I get three things from this:

1) Chomsky believes "the peak" for OPEC is "decades off".

2) It seems he has an unspoken premise that "sustainable energy" is possible, and

3) that "peak" will "compel the world, primarily the U.S. here" to move toward this..."sustainable energy".

So, I don't see in this a conclusion that finds a "silver lining" in mega-deaths.

I have different premises, and this isn't an argument I'd make. Still, given that they are his, I don't see a particular rejoicing here. Chomsky does have a kind of edge about him, in general - don't know that I can put my finger on it.

From the last sentence (in the above excerpt) I took away the conclusion that he "gets" that infinite growth is not possible.

re: "Therefore, discussion of state crimes is encouraged, and discussion of the people's crimes is taboo."

My recent experience convinces me, more than ever, that people are simply (and often) quite unaware of the impact of their "lifestyle", which after all, most people are born into, and by this I mean, psychologically, as well as materially.

I'm also more convinced than ever, at least my experience with "young persons" is - they care a lot, they are brave and willing and want to change once they become more aware.

People/we don't know they/we are "criminals", in other words.
And once they know, they/we want to change.

Of course, one (they/we) has to have an emotional basis that makes the experience of becoming aware a tolerable one. And this includes the emotional capacity (imagination) to change (IMHO).

Aniya,

You are right that I had cherry-picked my Chomsky quote a bit. He is not openly advocating mass death per se. One point for you.

But, and I think there's little argument here, he and the rest of the left-wing media wax very euphemistic when it comes to the imminent end of fossil fuels.

They want to phrase it in terms that make the state look bad, and make the people look good, but the truth is not so clear, because it's the people who burn the majority of the fuels, and enjoy doing so.

The left generally refuses to discuss any future discontinuity in modern services for regular folks. of course they never discuss how 5/6 of humanity cann't survive the switchover from fossil to organic farming.

These things are taboo. Mention them at a left-wing party, and you aren't invited to the next one, so it's as if your idea never existed.

Bryan

Bryan:

The Daily Kos, which is a site that is about as "left wing" as you can get, is in total denial of peak oil, so is Moveon.org.

What I don't think you realise about peak oil is that its a scientific issue, a geological issue, and not a left or right wing issue. But there are ideologues on this issue who try to politicise the issue and the solutions. We also have groups who are alligned with the peak oil issue who are adopting the issue because they think that it will move their agenda along. That includes environmentalists, the global warming sorts, and the limits to growth people.

I'm what you would consider left wing. Bbut i'm a realist, and I don't want to argue politics. OK, thats BS, I do like to argue politics. But, I don't want my personal politics to contaminate working towards a solution. Its just too important.

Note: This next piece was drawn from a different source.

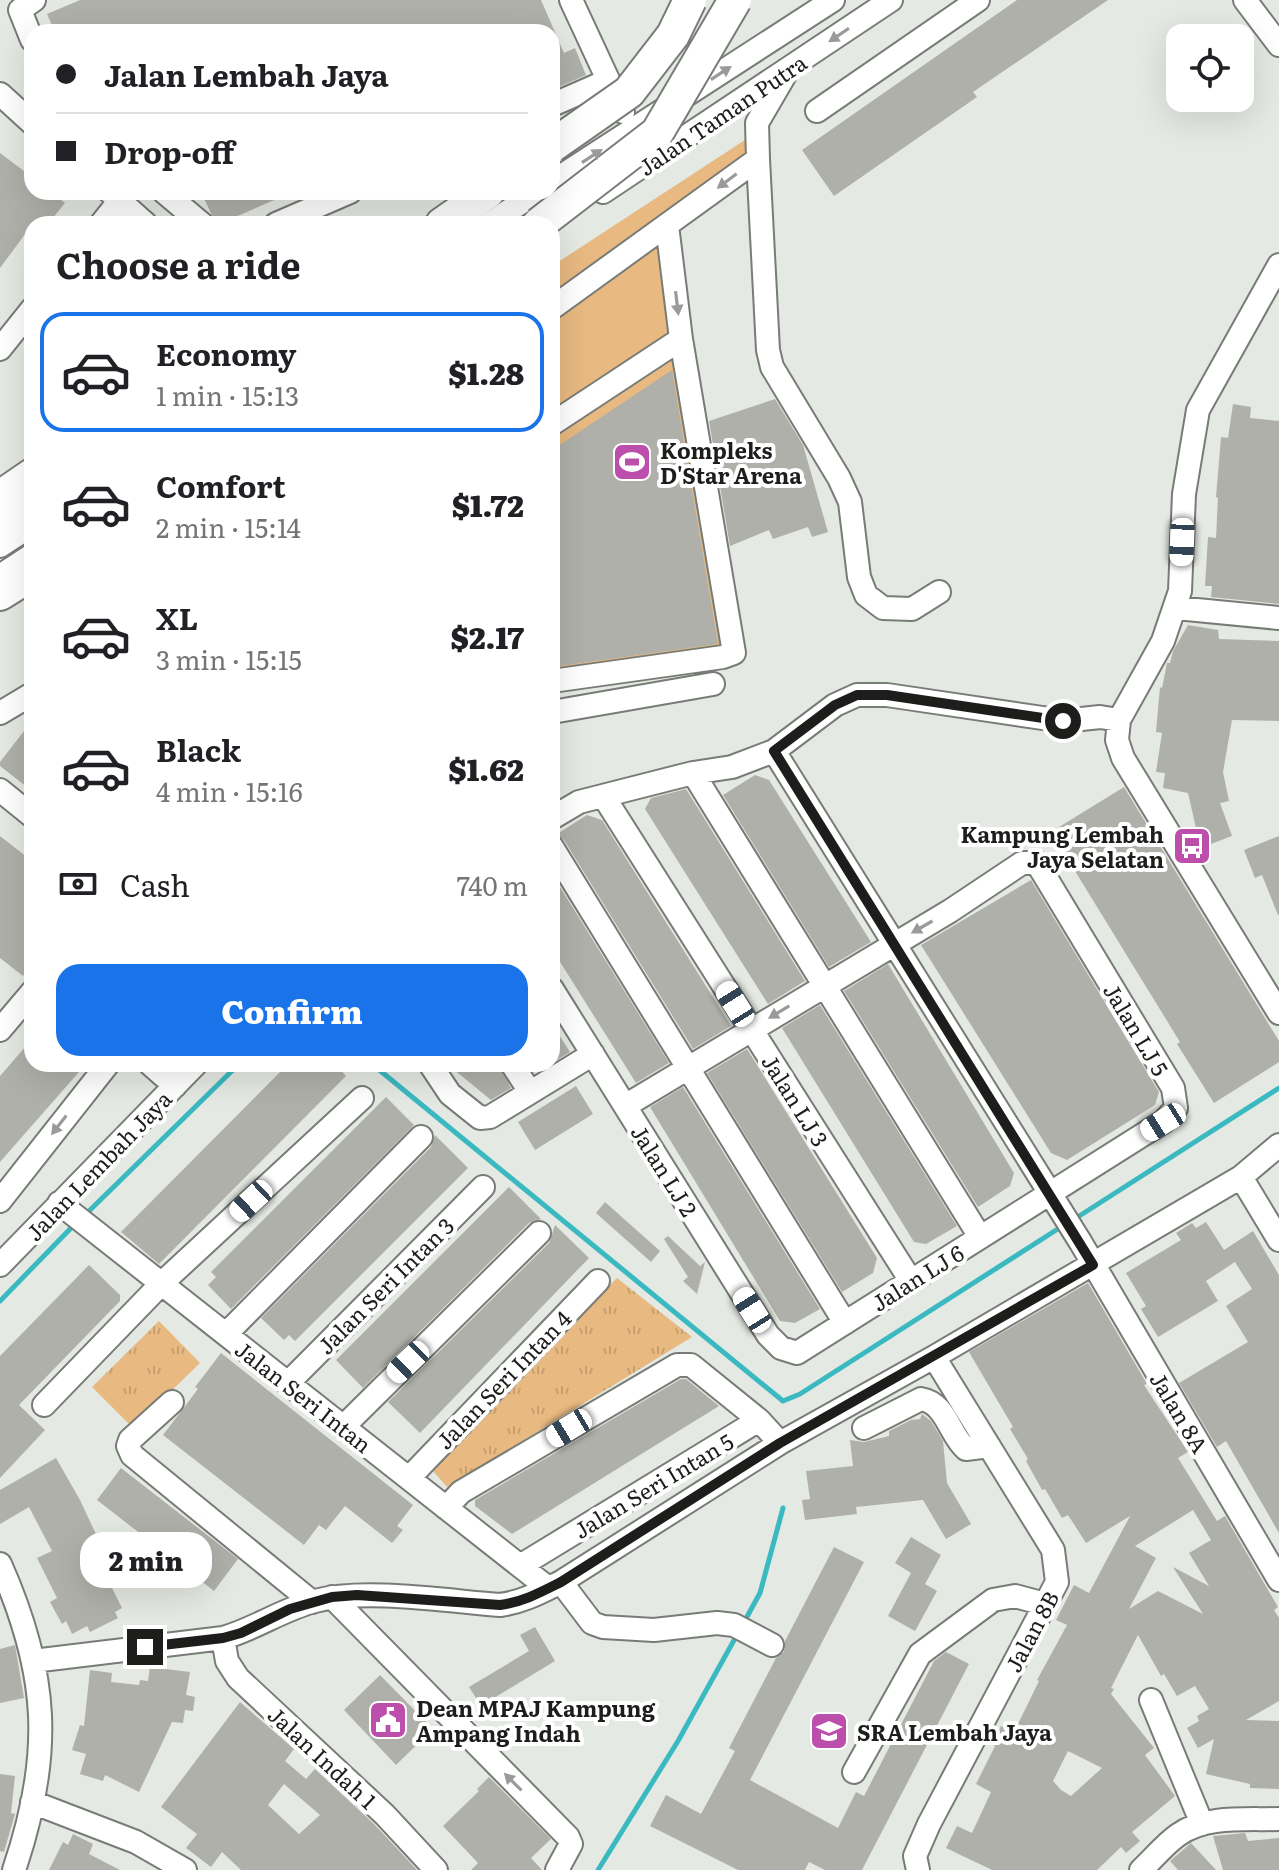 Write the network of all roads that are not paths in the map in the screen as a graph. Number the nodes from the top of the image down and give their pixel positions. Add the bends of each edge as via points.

The left's worst mistake in this is to confuse the truths about the real state of the oil industry. National oil companies, or socialised oil companies control 87% of the production in the world, and virtually all of the remaining places to wildcat. Even in the United States, the best remaining places are all federally controlled lands-the offshore areas and the national forests in the western United States. So when the left is hating on the big oil companies, they're looking at the wrong people.

The right's biggest mistake is to think that because a group is being opposed by the left, that are their natural allies and can therefore do no wrong.

What everbody needs to remember in the United States is that we all love our country. Anybody that is concerned about politics and cares enough to participate wants the best for the people of the United States and the people of the world. Only a fool refuses to recognise that the other side is occasionally right and has good ideas, and that looking at all sides to an issue helps everybody get a better perspective. I believe this is a real, unrecognised value in America. Its why most people split their votes and are happiest when no one group totally dominates our government.

The same is true for the rest of the world. All the decent citizens want everyone to be prosperous, to be happy, to be free and have secure societies. We all disagree about the best method, and so engage in the insanity of war, mostly to promote our crazy ideologies.

So, Bryan, lighten up! Give everyone a fair hearing, and we'll do the same for you.
Bob Ebersole

Bob,

The mainstream and right-wing media are far less honest than the left-wing. I singled out the left-wing because they are especially prone to congratulate themselves for their lack of bias and taboo. In fact, they have a bias toward the people, and taboos against overshoot and depletion.

Overshoot and depletion are taboo in all media, not because they are technical, but because there is no way to tell them as a story that makes the audience look good, and makes others look bad.

Fundamental to all media - more fundamental than the facts - is the notion of good guys and bad guys.

It's so fundamental that Chomsky, a genius who's spent decades studying media and writing books bout how media works, has his own set of "good guys and bad guys" that is not subject to his own analysis: the people are good and the state is bad.

The problem with telling the "peak oil" story is that every single person on Earth, except maybe the hunter-gatherers, plays a bad guy in this story. You can't tell the story without offending the listener!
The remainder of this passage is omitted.